Analisado, em particular, o modelo NDC sueco, perante o falecimento de um trabalhador, encontra-se consagrada a redistribuição do seu capital nocional proporcionalmente às contas dos sobreviventes, de acordo com a coorte de nascimento. Assim, a pensão a receber no futuro sai incrementada. Na prática sueca não se concedem pensões por sobrevivência aos cônjuges dos trabalhadores e dos reformados, sendo apenas atribuída, de forma temporária, uma survivors allowance. Em Itália, segundo Gronchi & Nisticò (2006), aborda-se a pensão por sobrevivência de forma distinta.
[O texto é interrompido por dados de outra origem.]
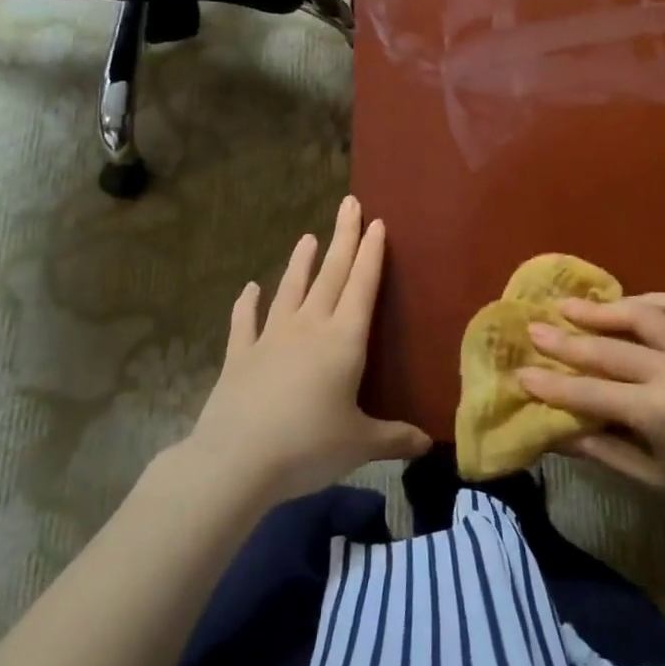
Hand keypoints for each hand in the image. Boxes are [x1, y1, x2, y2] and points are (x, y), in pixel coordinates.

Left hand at [188, 197, 429, 504]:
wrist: (236, 461)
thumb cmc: (308, 447)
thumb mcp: (360, 445)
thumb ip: (395, 438)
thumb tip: (429, 444)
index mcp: (343, 340)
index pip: (362, 286)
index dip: (371, 253)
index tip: (376, 222)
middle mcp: (309, 327)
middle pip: (331, 275)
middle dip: (343, 238)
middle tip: (349, 204)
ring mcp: (271, 338)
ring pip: (290, 289)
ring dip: (301, 262)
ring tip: (308, 237)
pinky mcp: (240, 356)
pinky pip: (244, 322)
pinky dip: (246, 304)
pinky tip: (249, 288)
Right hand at [518, 294, 664, 541]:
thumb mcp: (658, 484)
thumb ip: (606, 452)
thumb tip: (558, 434)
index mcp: (660, 413)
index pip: (590, 393)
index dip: (552, 384)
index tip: (520, 372)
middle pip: (610, 348)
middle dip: (566, 338)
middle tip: (534, 326)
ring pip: (643, 315)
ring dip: (604, 309)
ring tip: (573, 305)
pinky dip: (652, 301)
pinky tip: (631, 304)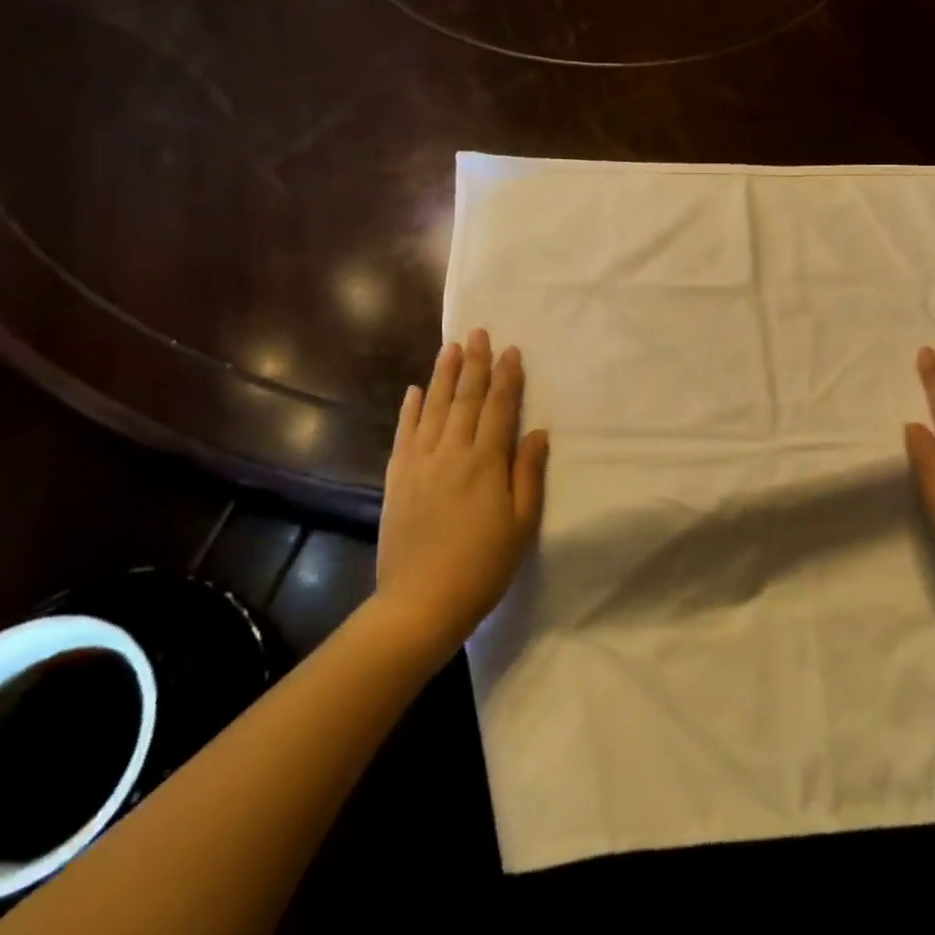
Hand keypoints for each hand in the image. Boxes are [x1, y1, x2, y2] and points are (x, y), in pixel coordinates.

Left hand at [375, 329, 549, 657]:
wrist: (420, 602)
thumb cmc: (483, 566)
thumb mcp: (521, 524)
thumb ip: (528, 473)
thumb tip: (537, 431)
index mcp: (486, 462)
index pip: (498, 408)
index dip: (507, 377)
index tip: (511, 349)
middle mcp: (451, 452)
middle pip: (464, 398)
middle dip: (474, 363)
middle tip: (477, 332)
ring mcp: (419, 463)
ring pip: (432, 408)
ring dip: (442, 375)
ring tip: (449, 347)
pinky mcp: (396, 478)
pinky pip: (404, 433)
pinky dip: (409, 409)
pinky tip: (414, 390)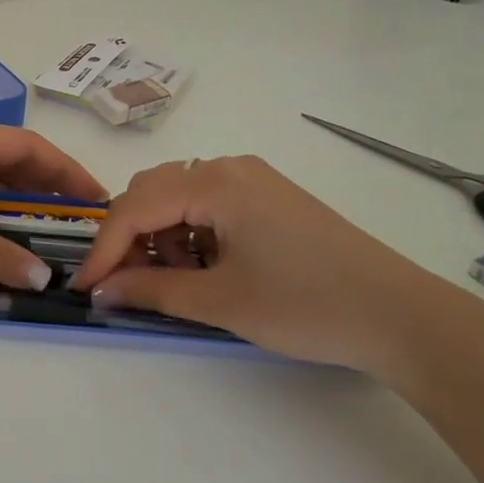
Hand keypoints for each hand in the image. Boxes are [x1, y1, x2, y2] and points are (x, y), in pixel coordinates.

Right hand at [68, 156, 461, 372]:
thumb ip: (152, 290)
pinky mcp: (270, 197)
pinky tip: (207, 269)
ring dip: (162, 236)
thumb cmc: (306, 305)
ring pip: (180, 196)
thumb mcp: (221, 302)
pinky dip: (193, 234)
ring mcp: (254, 179)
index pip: (136, 207)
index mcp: (216, 182)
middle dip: (131, 237)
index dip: (104, 248)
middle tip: (128, 285)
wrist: (400, 315)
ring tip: (178, 282)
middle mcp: (230, 167)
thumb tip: (102, 291)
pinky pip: (210, 204)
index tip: (83, 287)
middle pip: (153, 192)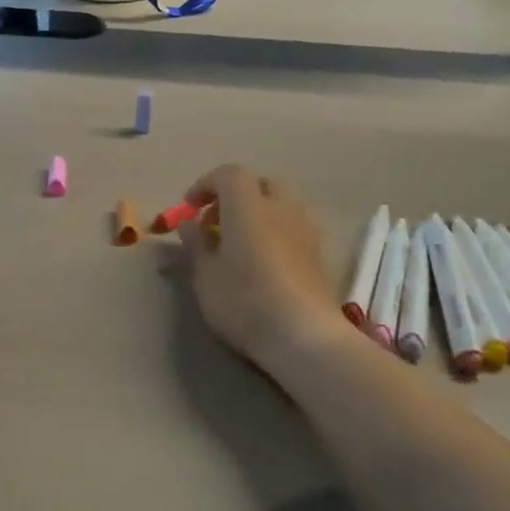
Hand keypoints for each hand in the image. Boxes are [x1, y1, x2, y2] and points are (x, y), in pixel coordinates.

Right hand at [177, 165, 341, 363]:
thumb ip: (196, 244)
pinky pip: (294, 227)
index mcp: (248, 205)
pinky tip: (265, 262)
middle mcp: (281, 208)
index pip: (228, 174)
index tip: (190, 208)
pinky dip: (276, 232)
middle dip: (236, 196)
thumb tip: (191, 224)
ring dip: (259, 213)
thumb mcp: (205, 275)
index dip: (206, 185)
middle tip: (216, 223)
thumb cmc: (244, 300)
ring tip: (240, 243)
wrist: (304, 335)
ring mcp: (306, 230)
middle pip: (260, 184)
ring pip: (281, 205)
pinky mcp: (319, 254)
No falecimento do trabalhador, atribui-se diretamente ao cônjuge sobrevivo uma pensão de sobrevivência de 60% da pensão virtual a que ele teria direito, a partir da multiplicação do capital nocional acumulado à data pelo coeficiente de conversão aos 57 anos, independentemente da idade do cônjuge sobrevivo. Abstraindo-nos de juízos de natureza social, tal como mencionado em Gronchi & Nisticò (2006), no plano estritamente técnico, também reconhecemos uma maior estabilidade financeira na solução sueca comparativamente à italiana. Esta última, em nosso entender, também apresenta menor coerência com a estrutura dos NDC.
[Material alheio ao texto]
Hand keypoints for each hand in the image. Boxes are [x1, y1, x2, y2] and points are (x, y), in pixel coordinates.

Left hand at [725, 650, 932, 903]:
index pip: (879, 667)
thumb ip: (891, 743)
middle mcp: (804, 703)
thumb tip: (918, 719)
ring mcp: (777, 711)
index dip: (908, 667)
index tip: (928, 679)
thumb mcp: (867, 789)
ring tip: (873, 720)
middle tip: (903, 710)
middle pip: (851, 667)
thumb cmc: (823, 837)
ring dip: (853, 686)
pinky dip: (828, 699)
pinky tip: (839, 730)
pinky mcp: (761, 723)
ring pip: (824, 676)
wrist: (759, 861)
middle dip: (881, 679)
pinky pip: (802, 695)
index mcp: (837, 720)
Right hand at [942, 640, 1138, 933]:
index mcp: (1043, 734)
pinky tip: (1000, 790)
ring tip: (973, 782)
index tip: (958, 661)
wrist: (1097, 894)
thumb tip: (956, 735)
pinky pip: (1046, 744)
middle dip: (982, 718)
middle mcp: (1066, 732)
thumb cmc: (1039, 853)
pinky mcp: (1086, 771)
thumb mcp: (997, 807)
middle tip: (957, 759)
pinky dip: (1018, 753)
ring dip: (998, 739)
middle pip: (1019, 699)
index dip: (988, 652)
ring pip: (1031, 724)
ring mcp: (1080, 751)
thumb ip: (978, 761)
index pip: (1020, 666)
Na circunstância específica de se ponderar a atribuição de uma pensão por sobrevivência a um cônjuge sem filhos, Palmer (2006b) defende que tal direito coloca as pessoas solteiras e os casais em posição desigual, o que não é conforme a um princípio de equidade entre géneros. Para o autor, um cônjuge no ativo não difere de qualquer outro trabalhador solteiro, assim como um cônjuge desempregado não é, em princípio, distinto de qualquer outra pessoa sem emprego. Por esta razão, o autor sustenta que não é claro o motivo pelo qual um cônjuge sobrevivo no ativo deverá “herdar” o capital nocional acumulado pelo cônjuge falecido, ao invés de este ser repartido por todo o grupo de trabalhadores sobreviventes. Porém, naquele documento, o autor admite a concessão de um benefício de adaptação de curto prazo, acomodando a transição do estado civil de casado para o de viúvo, embora, mesmo nestas

circunstâncias, o problema pouco se distinga do de um divórcio, onde este tipo de salvaguarda não existe. Para o autor, a pensão tradicional de viuvez atribuível a pessoas em idade de vida ativa remonta a um tempo onde não era expectável que as mulheres viessem a trabalhar, promovendo na realidade hodierna a desigualdade entre géneros. Refere ainda a dificuldade em determinar uma regra de divisão justa das contas nocionais entre cônjuges. Palmer (2006b) aceita como regra a concessão de uma pensão por sobrevivência a um cônjuge com filhos a cargo, a título de compensação pelo tempo despendido a tomar conta de crianças. Na sua conceção, se o argumento contra a pensão tradicional por sobrevivência for aceite, então restará calcular os direitos adquiridos para os cônjuges sobreviventes do antigo regime e eliminar a sua atribuição no futuro. Menciona, ainda, que a alternativa à instituição da pensão por sobrevivência em detrimento dos ganhos por herança apresentar-se-á sempre como uma hipótese a um país que rejeite os argumentos acima referidos.